> EXERCISE DIRECTIONS:
Establish how many lines in the material below include the word "LONG", then give the count alone.

> GIVEN INFORMATION:
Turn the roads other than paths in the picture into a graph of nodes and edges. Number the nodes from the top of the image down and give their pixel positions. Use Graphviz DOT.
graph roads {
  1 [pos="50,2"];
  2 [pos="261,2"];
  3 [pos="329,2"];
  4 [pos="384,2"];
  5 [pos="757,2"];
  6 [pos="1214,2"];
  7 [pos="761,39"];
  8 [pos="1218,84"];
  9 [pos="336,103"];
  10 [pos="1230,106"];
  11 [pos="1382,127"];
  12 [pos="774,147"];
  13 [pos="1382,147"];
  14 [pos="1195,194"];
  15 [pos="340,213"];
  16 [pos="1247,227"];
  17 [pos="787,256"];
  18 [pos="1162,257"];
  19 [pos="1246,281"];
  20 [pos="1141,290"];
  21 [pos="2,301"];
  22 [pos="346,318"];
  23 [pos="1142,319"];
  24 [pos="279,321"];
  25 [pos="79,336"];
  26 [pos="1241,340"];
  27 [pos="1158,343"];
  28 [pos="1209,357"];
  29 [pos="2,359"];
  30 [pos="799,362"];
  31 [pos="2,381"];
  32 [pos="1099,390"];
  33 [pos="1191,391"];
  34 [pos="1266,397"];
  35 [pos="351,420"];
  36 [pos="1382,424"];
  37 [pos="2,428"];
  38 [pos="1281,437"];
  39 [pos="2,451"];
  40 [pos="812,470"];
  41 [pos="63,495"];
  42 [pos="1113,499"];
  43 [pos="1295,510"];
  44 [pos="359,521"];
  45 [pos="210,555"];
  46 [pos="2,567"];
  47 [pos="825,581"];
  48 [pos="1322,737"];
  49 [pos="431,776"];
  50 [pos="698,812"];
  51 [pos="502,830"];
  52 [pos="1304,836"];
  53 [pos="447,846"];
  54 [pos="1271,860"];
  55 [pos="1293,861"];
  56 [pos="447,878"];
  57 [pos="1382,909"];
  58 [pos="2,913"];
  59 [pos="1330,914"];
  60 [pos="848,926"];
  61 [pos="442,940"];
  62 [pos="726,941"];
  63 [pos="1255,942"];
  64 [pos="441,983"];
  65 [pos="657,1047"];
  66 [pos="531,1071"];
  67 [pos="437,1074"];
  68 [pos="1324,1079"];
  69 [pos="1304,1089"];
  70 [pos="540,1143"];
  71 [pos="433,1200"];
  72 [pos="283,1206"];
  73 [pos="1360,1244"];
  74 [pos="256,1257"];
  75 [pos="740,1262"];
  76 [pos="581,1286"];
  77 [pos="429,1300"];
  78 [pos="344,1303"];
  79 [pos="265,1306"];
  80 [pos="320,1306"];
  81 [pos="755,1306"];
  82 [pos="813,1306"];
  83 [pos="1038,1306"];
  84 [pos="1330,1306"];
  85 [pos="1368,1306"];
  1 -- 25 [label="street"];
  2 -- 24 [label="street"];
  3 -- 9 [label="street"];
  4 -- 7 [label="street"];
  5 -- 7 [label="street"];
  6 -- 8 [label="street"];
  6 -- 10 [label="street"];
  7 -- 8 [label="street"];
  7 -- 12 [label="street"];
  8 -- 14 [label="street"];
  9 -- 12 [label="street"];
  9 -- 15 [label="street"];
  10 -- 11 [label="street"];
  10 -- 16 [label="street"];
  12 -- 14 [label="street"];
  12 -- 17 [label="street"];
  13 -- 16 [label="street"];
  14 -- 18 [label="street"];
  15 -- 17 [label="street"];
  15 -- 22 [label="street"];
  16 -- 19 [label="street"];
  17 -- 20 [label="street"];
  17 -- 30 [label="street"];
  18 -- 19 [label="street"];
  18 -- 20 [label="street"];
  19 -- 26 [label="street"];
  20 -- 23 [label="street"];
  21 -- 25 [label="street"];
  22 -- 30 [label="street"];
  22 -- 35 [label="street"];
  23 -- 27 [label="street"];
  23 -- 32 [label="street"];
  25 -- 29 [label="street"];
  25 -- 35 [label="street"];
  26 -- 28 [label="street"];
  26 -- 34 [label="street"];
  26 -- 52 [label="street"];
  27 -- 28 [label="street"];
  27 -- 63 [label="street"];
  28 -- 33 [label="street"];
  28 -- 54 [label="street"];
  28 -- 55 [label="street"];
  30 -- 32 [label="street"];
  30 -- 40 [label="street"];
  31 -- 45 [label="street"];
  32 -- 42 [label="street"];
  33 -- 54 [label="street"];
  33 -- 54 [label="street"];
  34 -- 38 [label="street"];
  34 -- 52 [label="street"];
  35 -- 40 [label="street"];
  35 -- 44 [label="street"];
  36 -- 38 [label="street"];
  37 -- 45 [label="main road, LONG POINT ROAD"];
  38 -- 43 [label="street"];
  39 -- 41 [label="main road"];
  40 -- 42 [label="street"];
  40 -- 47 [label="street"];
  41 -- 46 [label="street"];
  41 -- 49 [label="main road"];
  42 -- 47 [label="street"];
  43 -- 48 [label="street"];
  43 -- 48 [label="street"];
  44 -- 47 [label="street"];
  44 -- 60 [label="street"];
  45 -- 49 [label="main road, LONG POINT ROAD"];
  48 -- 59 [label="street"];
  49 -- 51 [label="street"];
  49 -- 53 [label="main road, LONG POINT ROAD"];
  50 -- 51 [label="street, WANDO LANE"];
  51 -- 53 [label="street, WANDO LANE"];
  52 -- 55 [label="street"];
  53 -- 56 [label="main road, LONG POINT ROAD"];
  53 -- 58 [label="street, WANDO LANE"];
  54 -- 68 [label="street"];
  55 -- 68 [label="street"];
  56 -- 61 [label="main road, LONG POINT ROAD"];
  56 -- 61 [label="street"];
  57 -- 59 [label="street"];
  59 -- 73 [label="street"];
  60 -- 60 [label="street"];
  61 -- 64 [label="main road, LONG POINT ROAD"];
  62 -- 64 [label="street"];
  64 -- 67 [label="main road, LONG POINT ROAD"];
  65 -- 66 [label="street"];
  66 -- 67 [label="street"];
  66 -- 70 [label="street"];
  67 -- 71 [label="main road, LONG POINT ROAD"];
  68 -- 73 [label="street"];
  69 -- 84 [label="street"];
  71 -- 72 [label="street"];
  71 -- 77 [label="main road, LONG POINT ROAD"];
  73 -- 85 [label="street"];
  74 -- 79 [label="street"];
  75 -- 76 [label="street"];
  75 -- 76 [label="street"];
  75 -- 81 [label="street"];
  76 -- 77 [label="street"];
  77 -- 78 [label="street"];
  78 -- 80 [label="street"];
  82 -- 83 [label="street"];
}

> TASK RESULT:
9